======== Source material

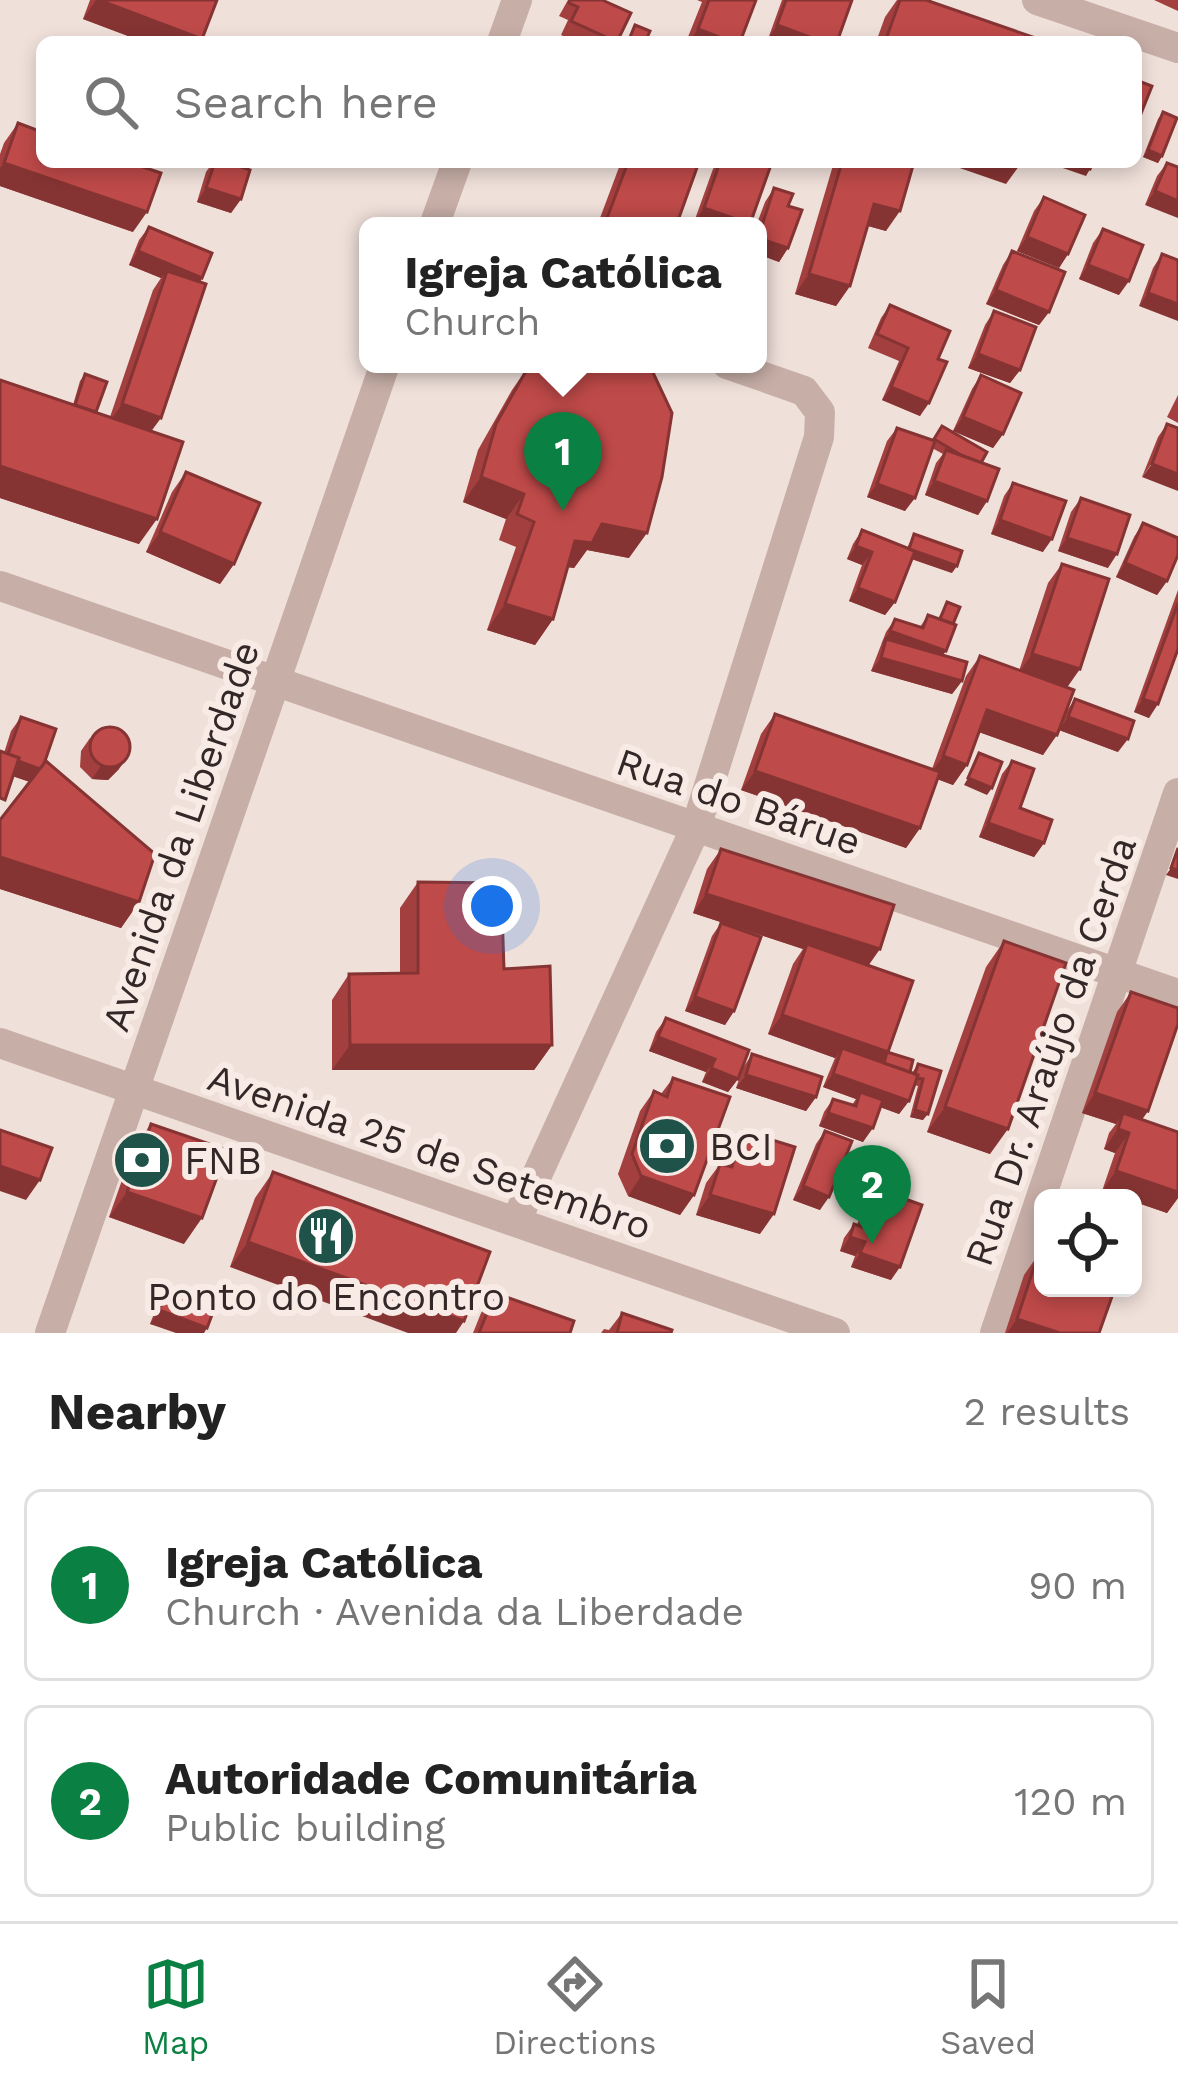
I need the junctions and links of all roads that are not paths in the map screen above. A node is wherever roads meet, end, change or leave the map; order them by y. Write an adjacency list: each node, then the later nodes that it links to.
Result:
1 (517, 0): 3 (street)
2 (1037, 0): 4 (street)
3 (504, 36)
4 (1178, 48)
5 (456, 168): 6 (street)
6 (437, 217)
7 (382, 373): 10 (street, Avenida da Liberdade)
8 (752, 373): 12 (street)
9 (0, 586): 10 (street, Rua do Bárue)
10 (275, 682): 12 (street, Rua do Bárue); 16 (street, Avenida da Liberdade)
11 (1178, 793): 13 (street, Rua Dr. Araújo da Cerda)
12 (696, 827): 13 (street, Rua do Bárue); 17 (street)
13 (1117, 974): 14 (street, Rua do Bárue); 20 (street, Rua Dr. Araújo da Cerda)
14 (1178, 994)
15 (0, 1042): 16 (street, Avenida 25 de Setembro)
16 (134, 1089): 17 (street, Avenida 25 de Setembro); 18 (street, Avenida da Liberdade)
17 (516, 1221): 19 (street, Avenida 25 de Setembro)
18 (50, 1333)
19 (835, 1333)
20 (995, 1333)

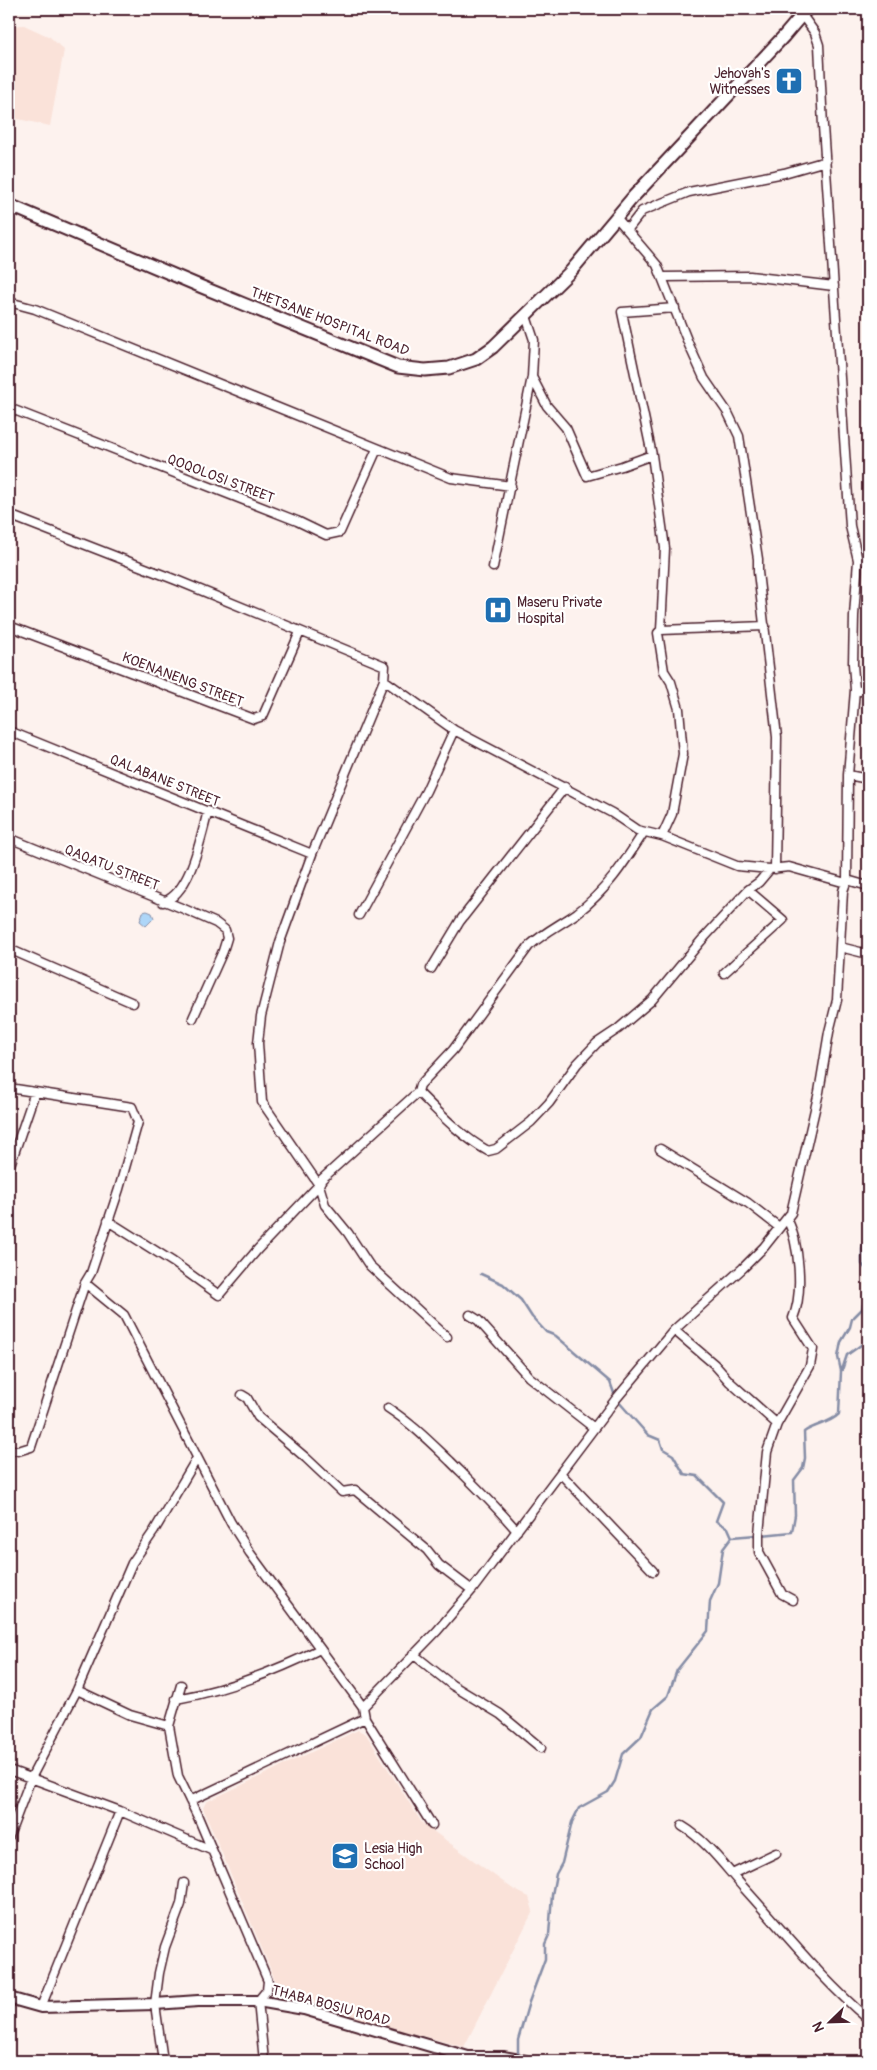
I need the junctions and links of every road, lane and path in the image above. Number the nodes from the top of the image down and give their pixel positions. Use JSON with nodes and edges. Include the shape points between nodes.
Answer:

================

- _Try it_: Without the pictures, retype each line of the records above exactly.

- _Exercise solution_:
I need the junctions and links of all roads that are not paths in the map screen above. A node is wherever roads meet, end, change or leave the map; order them by y. Write an adjacency list: each node, then the later nodes that it links to.
Result:
1 (517, 0): 3 (street)
2 (1037, 0): 4 (street)
3 (504, 36)
4 (1178, 48)
5 (456, 168): 6 (street)
6 (437, 217)
7 (382, 373): 10 (street, Avenida da Liberdade)
8 (752, 373): 12 (street)
9 (0, 586): 10 (street, Rua do Bárue)
10 (275, 682): 12 (street, Rua do Bárue); 16 (street, Avenida da Liberdade)
11 (1178, 793): 13 (street, Rua Dr. Araújo da Cerda)
12 (696, 827): 13 (street, Rua do Bárue); 17 (street)
13 (1117, 974): 14 (street, Rua do Bárue); 20 (street, Rua Dr. Araújo da Cerda)
14 (1178, 994)
15 (0, 1042): 16 (street, Avenida 25 de Setembro)
16 (134, 1089): 17 (street, Avenida 25 de Setembro); 18 (street, Avenida da Liberdade)
17 (516, 1221): 19 (street, Avenida 25 de Setembro)
18 (50, 1333)
19 (835, 1333)
20 (995, 1333)

I need the junctions and links of every road, lane and path in the image above. Number the nodes from the top of the image down and give their pixel positions. Use JSON with nodes and edges. Include the shape points between nodes.
Answer:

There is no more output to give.